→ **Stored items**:

****************************************

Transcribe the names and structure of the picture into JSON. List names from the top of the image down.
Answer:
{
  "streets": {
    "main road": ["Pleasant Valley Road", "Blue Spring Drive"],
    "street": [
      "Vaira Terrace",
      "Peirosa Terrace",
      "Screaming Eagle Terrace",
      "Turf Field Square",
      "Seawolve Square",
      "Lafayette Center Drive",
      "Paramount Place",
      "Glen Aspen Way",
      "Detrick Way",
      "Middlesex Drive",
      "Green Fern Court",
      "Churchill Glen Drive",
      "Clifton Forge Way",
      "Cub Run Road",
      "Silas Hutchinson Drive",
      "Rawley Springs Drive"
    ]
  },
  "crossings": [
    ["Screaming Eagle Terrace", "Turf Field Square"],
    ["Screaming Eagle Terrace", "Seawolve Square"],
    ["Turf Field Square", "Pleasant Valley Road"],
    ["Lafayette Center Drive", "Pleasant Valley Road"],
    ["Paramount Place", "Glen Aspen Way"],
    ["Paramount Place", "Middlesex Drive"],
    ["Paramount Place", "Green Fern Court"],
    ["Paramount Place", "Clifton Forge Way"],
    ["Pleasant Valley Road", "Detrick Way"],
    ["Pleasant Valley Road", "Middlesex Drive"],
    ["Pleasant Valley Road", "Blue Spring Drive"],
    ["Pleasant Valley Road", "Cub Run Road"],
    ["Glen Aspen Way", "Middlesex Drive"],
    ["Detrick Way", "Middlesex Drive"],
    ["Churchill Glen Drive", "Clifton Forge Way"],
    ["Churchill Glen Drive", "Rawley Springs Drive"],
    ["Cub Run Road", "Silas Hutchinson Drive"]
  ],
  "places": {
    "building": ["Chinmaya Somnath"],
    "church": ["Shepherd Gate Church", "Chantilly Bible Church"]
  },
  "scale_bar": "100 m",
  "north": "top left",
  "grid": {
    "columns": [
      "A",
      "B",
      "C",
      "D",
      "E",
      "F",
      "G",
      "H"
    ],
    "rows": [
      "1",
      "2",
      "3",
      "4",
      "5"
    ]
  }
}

****************************************

→ **The problem**:
From the records above, copy every line that includes the word "Fern".

→ **Finished exercise**:
      "Green Fern Court",
    ["Paramount Place", "Green Fern Court"],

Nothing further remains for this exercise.